While released in 2006, the production values look like 1986, but it's emotionally captivating, all nearly four hours of it (they filmed 525 hours of footage and the first rough cut was nearly 20 hours long). 

I got frustrated with a few of the parents, but appreciate that these families all really put themselves out there, and were candid looking back about the mistakes they regret.  Seeing what people will admit to the camera but not each other is interesting and intimate. 

The film did a good job - no surprise from Reichnert, but not something routinely talked about back then, and something she and Bognar realized as they filmed - showing that, while the hospital works diligently to reduce inequity in care based on parental ability to pay, there are still so many outside factors that create discrepancies.   

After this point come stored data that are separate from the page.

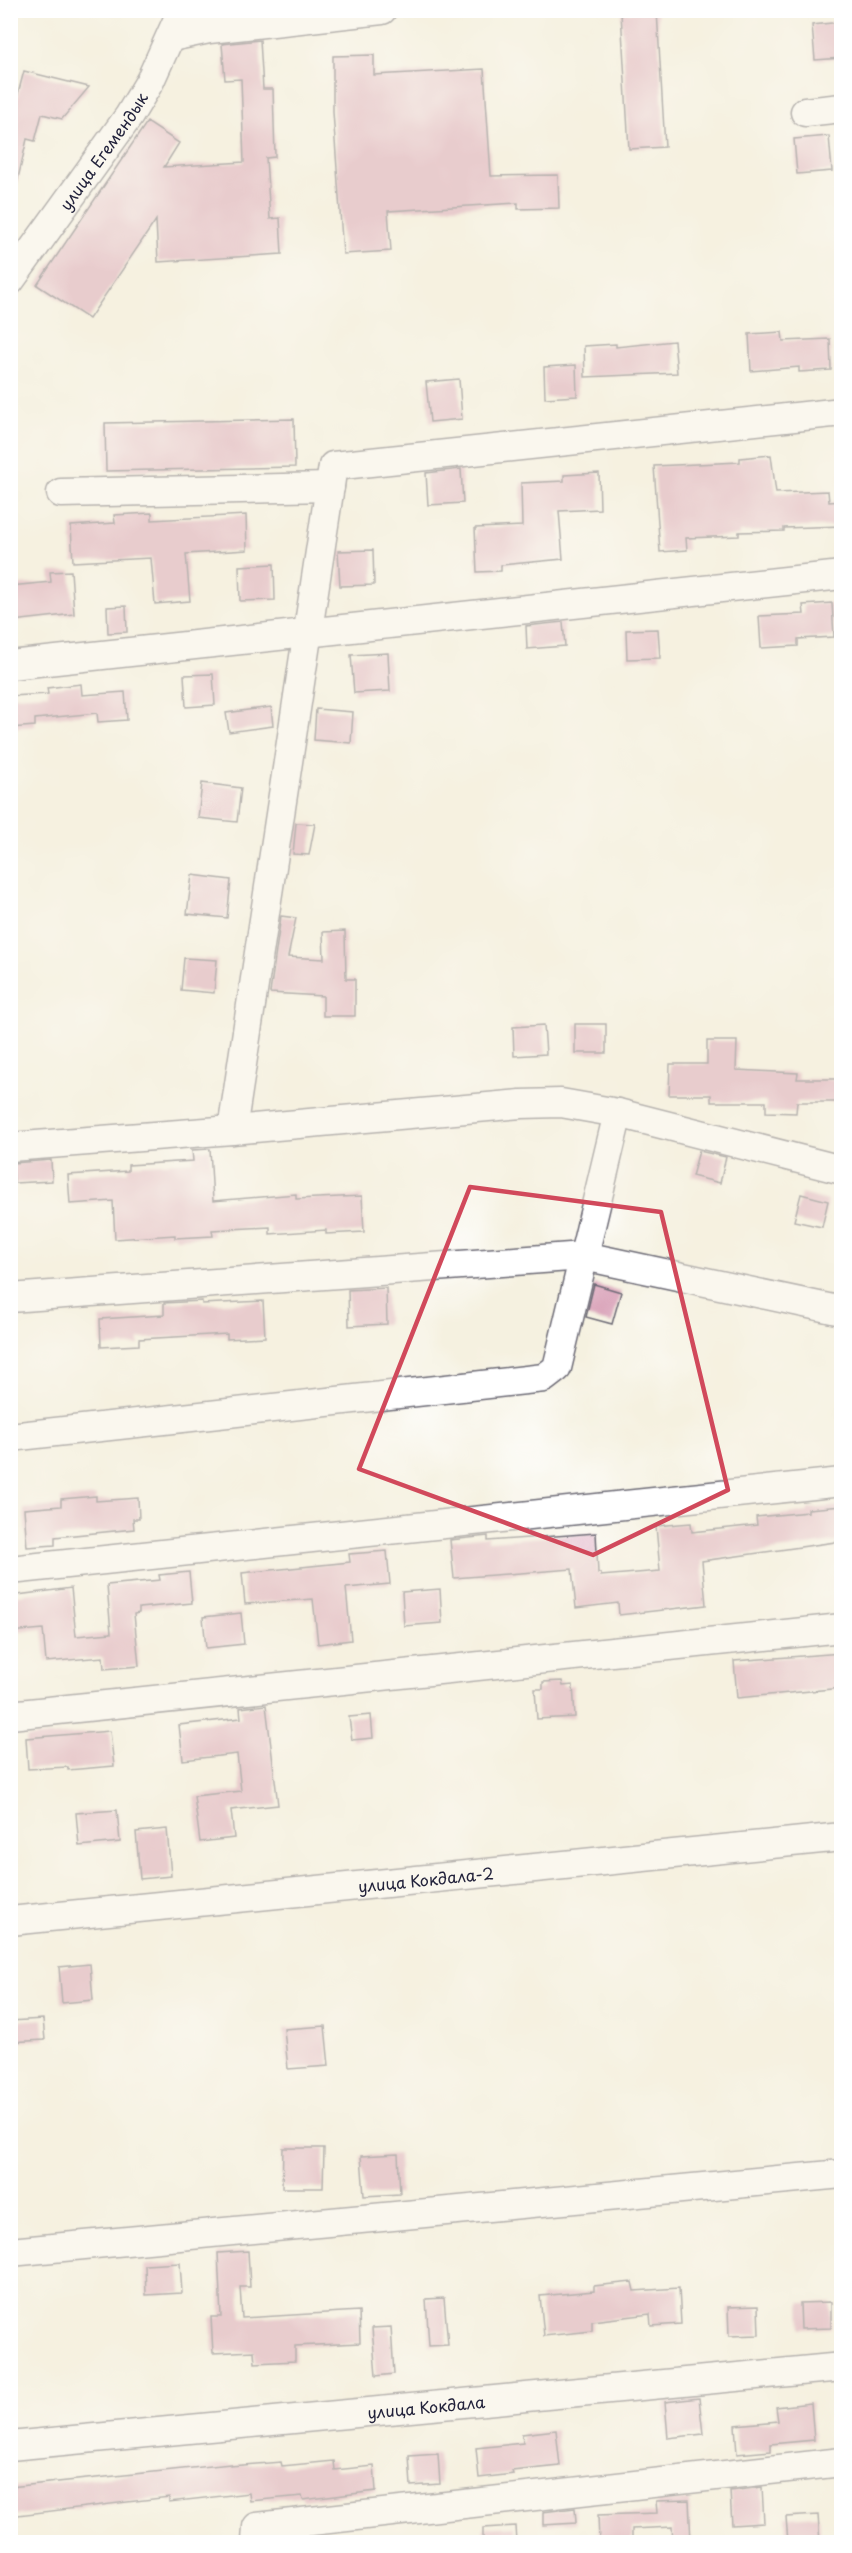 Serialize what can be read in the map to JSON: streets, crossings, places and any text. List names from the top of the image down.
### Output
{
  "streets": {
    "street": ["улица Егемендык", "улица Кокдала-2", "улица Кокдала"]
  }
}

There are more deaths than survivals, so you've got to be in the right place emotionally to watch - it's truly heartbreaking - but it's worth a look if and when you are.  We really get to know these people - kids, families, and medical staff alike - and how they grapple with what's possible versus what's right.  There's an incredible moment when the medical team agrees a patient needs to be sent home for hospice care, and the doctor chokes up as he reads them a passage from The Plague by Albert Camus, in which a doctor who has watched children die prolonged, agonizing deaths, is told by a preacher that it passes human understanding, but perhaps we should love what we can't understand, and the doctor responds, "Until my dying day, I shall refuse to love a scheme of things in which children are put to torture."

Watching the kids just being kids in the midst of their battle is profoundly uplifting; there's such a defiance in the innocence.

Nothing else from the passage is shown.